Lo-Fi Punk: Is Columbus, Ohio, the New Brooklyn?


When you see MTV News producer CJ Smith’s report on the burgeoning lo-fi punk movement (clip above), you’ll notice that the phenom is spreading out around the country. From LA’s No Age and The Smell, to Portland’s Eat Skull and Little Claw, to Memphis’s Jay Reatard, the artists are from all over the place. But key to the movement — in fact, it wouldn’t be the same without it — is a zone in the USA known as the Rust Belt. That’s right, the same Rust Belt that Barack and Hillary have been courting in recent weeks, whose economy is largely in the dumps, is home to some of our most exciting music.

From Philadelphia’s Clockcleaner and the venerable Siltbreeze label, all the way west to Lafayette, Indiana’s TV Ghost, I-70 seems to be ground zero for lo-fi punk. The unexpected ground zero seems to be Ohio’s capital, Columbus. That city’s home to the most prominent of these bands, Times New Viking, whose two-minute-long offerings of fuzzed-out pop punk, on full display on this year’s “Rip It Off,” earn them frequent comparisons to those other Ohio icons, Dayton’s Guided By Voices. “We definitely came of age with that kind of stuff,” said Beth Murphy.
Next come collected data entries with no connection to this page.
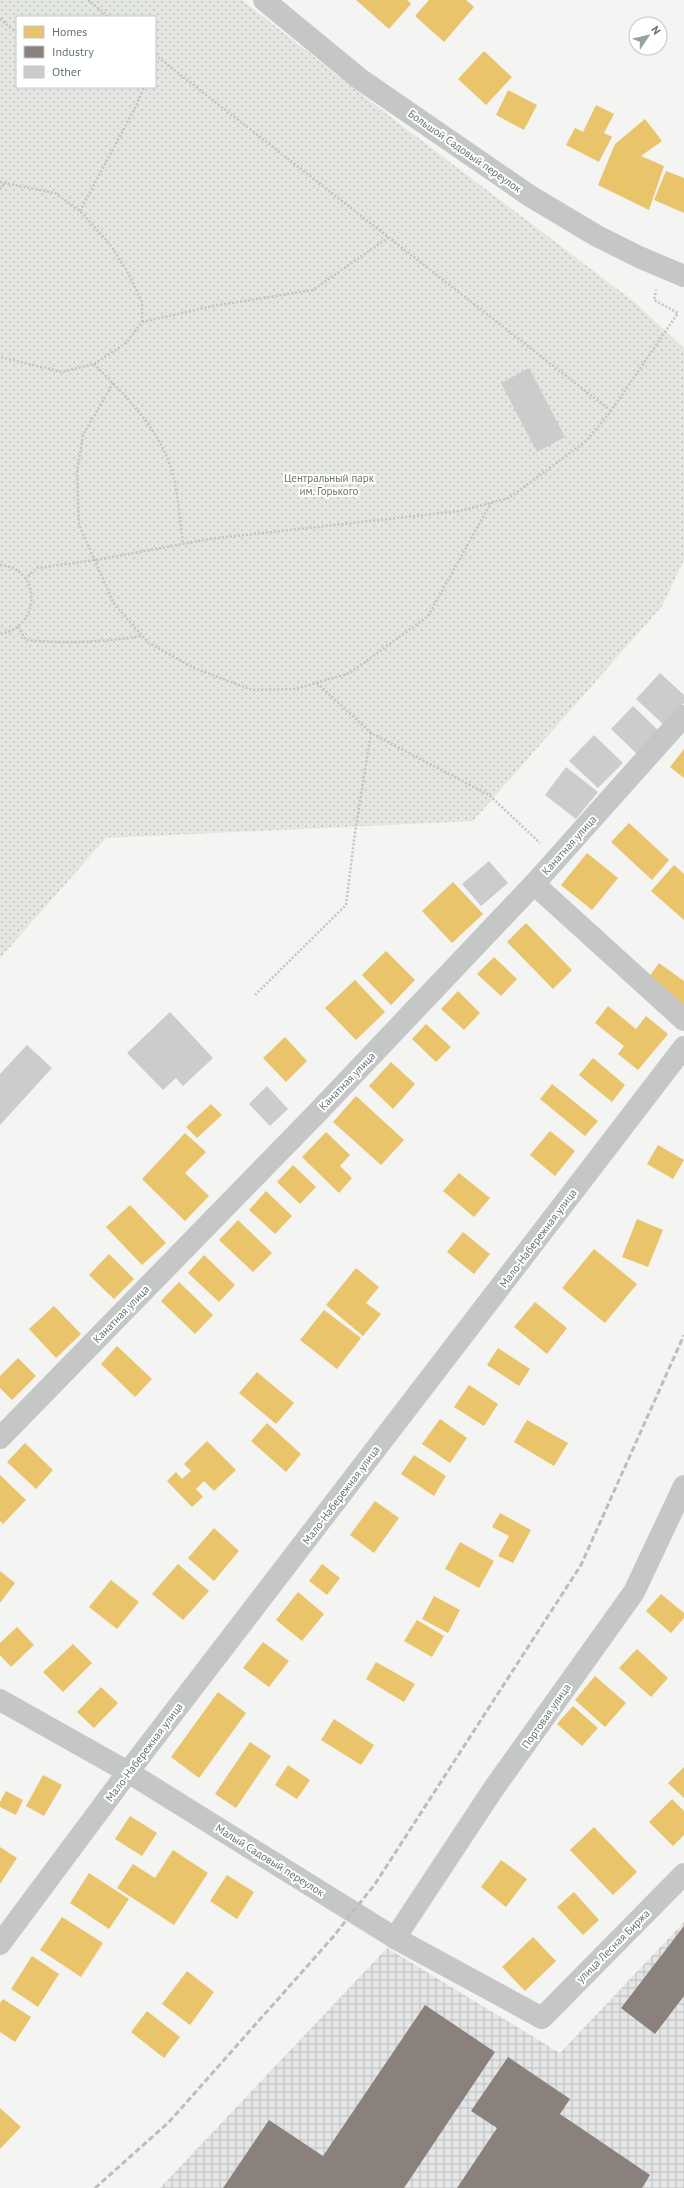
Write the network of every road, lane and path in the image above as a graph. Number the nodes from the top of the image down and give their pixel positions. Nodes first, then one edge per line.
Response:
1 (88, 0) edge
2 (264, 0) edge
3 (108, 16) edge
4 (0, 19) edge
5 (16, 32) edge
6 (156, 56) edge
7 (144, 88) edge
8 (0, 182) edge
9 (6, 183) junction
10 (0, 189) edge
11 (80, 211) junction
12 (389, 237) junction
13 (661, 266) junction
14 (684, 276) edge
15 (142, 322) junction
16 (0, 357) edge
17 (94, 364) junction
18 (113, 383) junction
19 (611, 411) junction
20 (491, 502) junction
21 (183, 544) junction
22 (96, 560) junction
23 (0, 565) edge
24 (25, 579) junction
25 (18, 628) junction
26 (0, 634) edge
27 (142, 636) junction
28 (317, 682) junction
29 (684, 716) edge
30 (371, 733) junction
31 (557, 859) junction
32 (534, 884) junction
33 (255, 995) dead end
34 (684, 1020) edge
35 (684, 1047) edge
36 (0, 1438) edge
37 (684, 1486) edge
38 (0, 1700) edge
39 (128, 1772) junction
40 (684, 1874) edge
41 (395, 1938) junction
42 (0, 1944) edge
43 (542, 2018) joint

1 - 3 path
2 - 13 street, Большой Садовый переулок
4 - 5 path
6 - 12 path
7 - 11 path
8 - 9 path
9 - 10 path
9 - 11 path
11 - 15 path
12 - 15 path
12 - 19 path
13 - 14 street, Большой Садовый переулок
13 - 19 path
15 - 17 path
16 - 17 path
17 - 18 path
18 - 21 path
18 - 22 path
19 - 20 path
20 - 21 path
20 - 28 path
21 - 22 path
22 - 24 path
22 - 27 path
23 - 24 path
24 - 25 path
25 - 26 path
25 - 27 path
27 - 28 path
28 - 30 path
29 - 31 street, Канатная улица
30 - 31 path
30 - 33 path
31 - 32 street, Канатная улица
32 - 34 street
32 - 36 street, Канатная улица
35 - 39 street, Мало-Набережная улица
37 - 41 street, Портовая улица
38 - 39 street, Малый Садовый переулок
39 - 41 street, Малый Садовый переулок
39 - 42 street, Мало-Набережная улица
40 - 43 street, улица Лесная Биржа
41 - 43 street, Малый Садовый переулок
Less fuzzy but no less rowdy and raucous, is fellow Columbus band Psychedelic Horses***. They’re also a trio that doesn’t shy away from button-pushing — take for example what they had to say about a much-lauded Brooklyn band that inspired their song “New Wave Hippies.” “It’s about Yeasayer,” said Matt Whitehurst. “These bands aren’t pushing boundaries, they’re not passionate, not original, and aren’t saying anything to their audience. They’re wasting their talent.”

Head north from Columbus and you hit Toledo, and beyond that Detroit — both hometowns to members of urgent band, Detroit-based Tyvek, who told us that it could be the perpetually struggling economies of the Rust Belt states that contribute to a sound that is so raw and relentless. As Kevin Boyer told us, “People have given up on trying to get a real job in Michigan. Everyone’s like, ‘Let’s just start a band.’”

So as Clinton and Obama wrestle for votes in their next battleground, Indiana, spare a thought for how hard times make for good music. That seems to be the case right now in the lo-fi punk hotbed of the Rust Belt.

Now let’s figure out a way to let Michigan’s voice be counted, please?